Most people, it seems, come to an interest in Palms the long way round. Perhaps they were originally interested in gardening, and had an appreciation for 'normal' garden plants. Maybe this developed towards an interest in more exotic planting as their taste matured and sharpened. Finally, they arrived at what are surely the most 'exotic' of all hardy garden plants, the Palms. I, on the other hand, started at most peoples' destination, if I can put it that way. I began with palms then worked backwards. Prior to this interest, or should I say, this obsession with palms, I had no leaning towards gardening, or botany, or horticulture. I had no formal training or education in the subject. You might say I went in at the deep end. Twenty years later, I find I am still as passionate as ever about these princes of the plant world, but, as I get older, I discover that something is happening which I never would have predicted: I seem to be being drawn towards other plants. Towards bamboos and ferns, to cordylines and yuccas, even - heaven forfend towards some FLOWERS!

I've tried gardening with just palms, and while you can accommodate an impressive collection in a garden, it somehow seems a bit - how can I put it? - arid? And, it always looks like a collection, rather than a garden. A bit like a meal of potatoes cooked 12 different ways. Clever? Yes. Thought-provoking? Certainly. Imaginative? Indisputably. But still just potatoes. Members used to submit articles for 'Chamaerops' about 'companion plants' or 'palm-like plants' and they did so with a great deal of trepidation, such was my reputation as a palm purist. Now, I'm beginning to see the light.

That which makes hardy palms so fascinating, the 'exoticness' of them, that surreal quality that makes your heart skip a beat because they somehow shouldn't BE here, like Salvador Dali's extended elephants in the desert, can, I am slowly discovering, be recognized in other members of the plant kingdom. Tree ferns, bamboos, gunnera, bananas all look as though they truly belong somewhere else, as indeed they do. Put any one of these in a garden whose neighbours sport roses and chrysanthemums and the effect is magic. Put a whole lot of them together and the effect can he jaw-dropping! And that is the essence of the exotic garden. So many foreigners, aliens, all together, looking entirely comfortable with one another, and totally at odds with the neighbours. Love it!
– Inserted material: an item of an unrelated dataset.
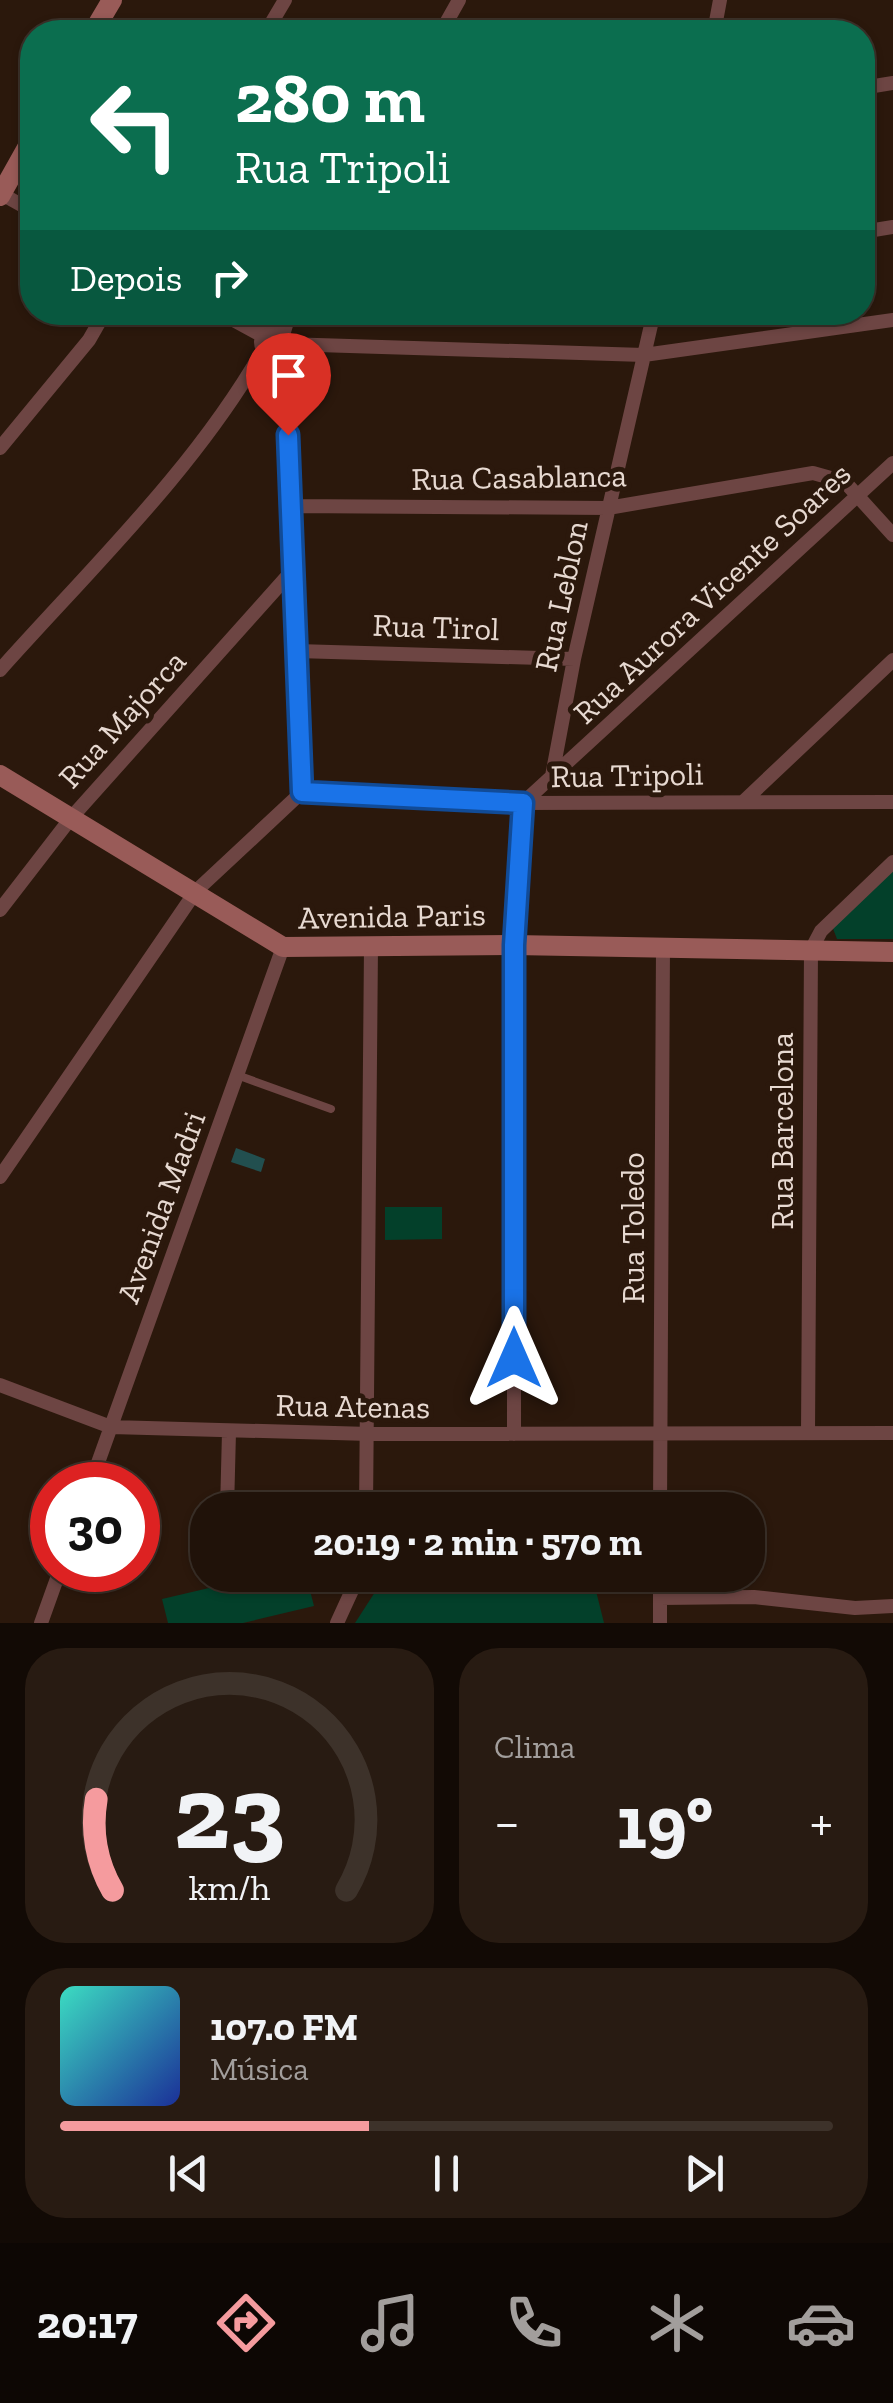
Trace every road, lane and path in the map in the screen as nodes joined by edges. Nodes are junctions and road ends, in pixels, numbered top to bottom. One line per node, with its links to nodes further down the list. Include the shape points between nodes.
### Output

The particular wave that we are riding at the moment is largely being driven by the many programmes on TV about gardening, and especially, about the exotic garden. A few years ago, it was almost impossible to sell bamboo in any quantity, now everyone wants the stuff, and it's becoming really popular. Most people are still terrified of being invaded by rampant bamboo and this is a major block to even greater popularity, but even so, it's still happening. And who doesn't have a tree fern these days? Again, we can thank television for the dramatic rise in popular interest in these wonderful plants.

So where do flowers come in? Well, I am starting to see that flowers, the right kind of flowers that is, can and do add much to the exotic garden. How can you have a Mediterranean garden without bougainvillea and oleander? Or a tropical-themed garden without brilliant red canna? And there's more: metrosideros, jasmine, hibiscus, callistemon, erythrina all have a part to play in the exotic garden and far from detracting from the stalwarts, the palms, actually add to the effect.
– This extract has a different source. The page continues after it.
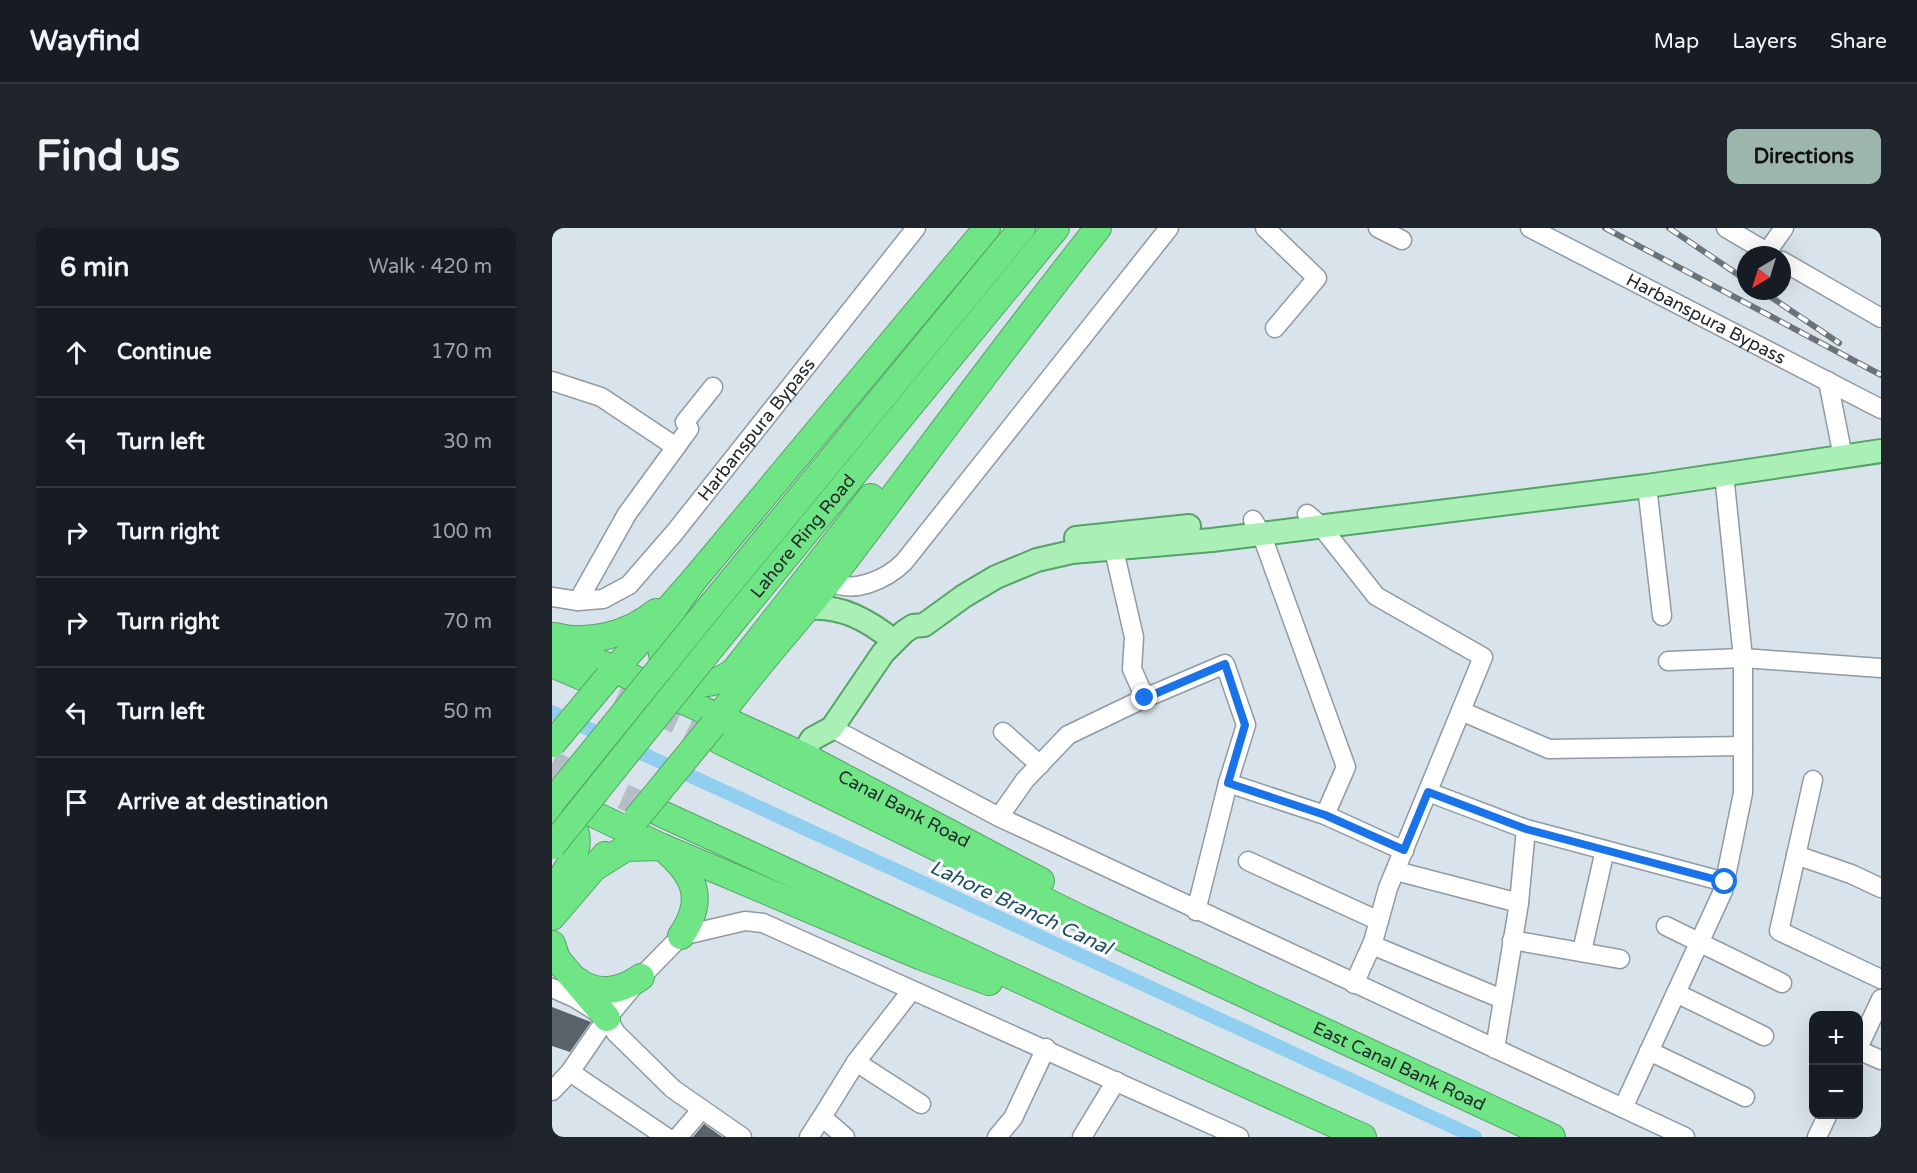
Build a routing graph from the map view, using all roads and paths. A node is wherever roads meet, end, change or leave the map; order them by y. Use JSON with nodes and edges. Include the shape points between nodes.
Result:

To the died-in-the-wool palm purists I would like to say that I have not 'gone soft' and I still hold high the palm banner. Palms are my first love and I guess always will be. To those who long ago discovered and who use these additional accents in the exotic garden I apologise for preaching to the converted. I am obviously a late developer. And to those somewhere in the middle, I do urge you to try some of them next spring. The general effect of your garden will be enhanced, there will be colour instead of a sea of uniform green, and these bright reds and blues and yellows will bring an exotic sparkle where none existed before. M.G.